La Ermita de la Virgen del Espino, en El Pedroso (Sevilla)

     Por Amor al Arte
, déjame ExplicArte la provincia de Sevilla, déjame ExplicArte la Ermita de la Virgen del Espino, en El Pedroso (Sevilla)
     Hoy, sábado 8 de julio, como todos los sábados, se celebra la Sabatina, oficio propio del sábado dedicado a la Santísima Virgen María, siendo una palabra que etimológicamente proviene del latín sabbàtum, es decir sábado
     Y que mejor día que hoy para Explicarte la Ermita de la Virgen del Espino, en El Pedroso (Sevilla).
     La Ermita de la Virgen del Espino, se encuentra en el paseo del Espino, s/n; en El Pedroso (Sevilla).
     Es una pequeña iglesia mudé­jar que responde al tipo habitual de la sierra, constituido por una sola nave con arcos transver­sales y capilla mayor independiente, que se cubre con una media naranja rematada en linterna, producto de las intervenciones de época barroca. La nave lo hace con estructura de madera a doble vertiente. También es barroca la portada principal, situada en la fachada de los pies, correspondiendo a la fábrica mudéjar el arco apuntado, oculto por unas dependencias anejas, situado en el muro derecho. En el atrio que precede a la fachada principal se sitúa un interesante crucero, elevado sobre unas gradas, cuyo astil es un balaustre con capitel de grutescos, apareciendo en las dos caras de la cruz el Crucificado y la Piedad. Esta obra, tal vez la más valiosa de cuantas de este tipo produjo el arte sevillano, puede fecharse hacia 1540.
     El retablo mayor, contratado en 1721 por Luis de Baias, está presidido por la imagen titular y completado con esculturas de Santa Bárbara, San Francisco de Asís y del Crucificado. A mediados del XVII puede situarse la escultura de San Cristóbal situada en la nave, y en el XVIII las pinturas de Ánimas, del Apostolado y de la Huida a Egipto (Alfredo J. Morales, María Jesús Sanz, Juan Miguel Serrera y Enrique Valdivieso. Guía artística de Sevilla y su provincia. Tomo II. Diputación Provincial y Fundación José Manuel Lara. Sevilla, 2004).
     Es una pequeña iglesia mudéjar que responde al tipo habitual de la sierra, constituido por una sola nave con arcos transversales y capilla mayor independiente. ésta se cubre con una media naranja rematada en linterna, producto de las intervenciones de época barroca. La nave lo hace con estructura de madera a doble vertiente. también es barroca la portada principal, situada en la fachada de los pies, correspondiendo a la fábrica mudéjar el arco apuntado, oculto por unas dependencias anejas, situado en el muro derecho.

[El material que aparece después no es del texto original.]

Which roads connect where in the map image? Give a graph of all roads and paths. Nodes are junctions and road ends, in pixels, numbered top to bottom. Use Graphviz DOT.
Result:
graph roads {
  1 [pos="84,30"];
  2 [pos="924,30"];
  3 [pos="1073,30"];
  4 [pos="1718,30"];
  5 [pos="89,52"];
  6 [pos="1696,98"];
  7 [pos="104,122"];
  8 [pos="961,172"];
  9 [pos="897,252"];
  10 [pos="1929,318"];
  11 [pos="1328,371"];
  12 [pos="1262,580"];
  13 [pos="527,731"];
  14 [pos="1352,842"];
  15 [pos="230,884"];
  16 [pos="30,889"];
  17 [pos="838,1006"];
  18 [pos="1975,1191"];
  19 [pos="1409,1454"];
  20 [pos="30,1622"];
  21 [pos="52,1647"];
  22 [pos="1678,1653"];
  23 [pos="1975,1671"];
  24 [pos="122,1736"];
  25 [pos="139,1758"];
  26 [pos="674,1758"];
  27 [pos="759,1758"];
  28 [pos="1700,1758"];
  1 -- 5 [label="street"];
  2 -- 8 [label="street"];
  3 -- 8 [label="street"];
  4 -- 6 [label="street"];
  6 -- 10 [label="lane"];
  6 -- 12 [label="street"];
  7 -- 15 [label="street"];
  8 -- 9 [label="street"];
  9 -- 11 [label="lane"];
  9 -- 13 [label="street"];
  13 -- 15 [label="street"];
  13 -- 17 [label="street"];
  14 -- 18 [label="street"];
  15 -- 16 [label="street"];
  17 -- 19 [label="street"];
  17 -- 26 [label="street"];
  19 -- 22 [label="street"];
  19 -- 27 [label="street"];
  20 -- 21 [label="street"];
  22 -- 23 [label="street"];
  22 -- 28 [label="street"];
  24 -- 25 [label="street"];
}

     En el atrio que precede a la fachada principal se sitúa un interesante crucero, elevado sobre unas gradas, cuyo astil es un balaustre con capitel de grutescos, apareciendo en las dos caras de la cruz el Crucificado y la Piedad. Esta obra, tal vez la más valiosa de cuantas de este tipo produjo el arte sevillano a juicio de Alfredo J. Morales et alt. en su "Guía artística de Sevilla y provincia", puede fecharse hacia 1.540. El retablo mayor, realizado en el último tercio del siglo XVII, está presidido por la imagen titular y completado con esculturas de Santa Bárbara, San Francisco de Asís y del Crucificado.
     Ubicado el pueblo en la sierra norte sevillana, remonta sus orígenes históricos a época romana. Del periodo medieval se conservan restos de fortificaciones, siendo a partir de la Reconquista cuando se inicia su crecimiento, acelerándose notablemente desde el siglo XVI. El edificio es una construcción de origen mudéjar con posteriores modificaciones en el siglo XVII siguiendo ya la estética barroca.
     La Virgen del Espino se festeja el 8 de septiembre. La romería se inicia dos semanas antes con la celebración de una Misa en la ermita, llevándose a continuación la imagen a la iglesia donde permanece hasta el día de su fiesta en el cual los vecinos la acompañan de nuevo hasta su ermita. La celebración de esta, data, según la Hermandad, del siglo XVI (Guía Digital del Patrimonio Cultural de Andalucía).
     Es una pequeña iglesia mudéjar que responde al tipo habitual de la sierra, constituido por una sola nave con arcos transversales y capilla mayor independiente. Esta se cubre con una media naranja rematada en linterna, producto de las intervenciones de época barroca. También es barroca la portada principal, situada en la fachada de los pies, correspondiendo a la fábrica mudéjar el arco apuntado, oculto por unas dependencias anejas, situado en el muro derecho.
     Esta obra, tal vez la más valiosa de cuantas de este tipo produjo el arte sevillano a juicio de Alfredo J. Morales en su Guía artística de Sevilla y provincia, puede fecharse hacia 1540.
     El retablo mayor, realizado en el último tercio del siglo XVII, está presidido por la imagen titular y completado con esculturas de Santa Bárbara, San Francisco de Asís y del Crucificado (Turismo de la Provincia de Sevilla).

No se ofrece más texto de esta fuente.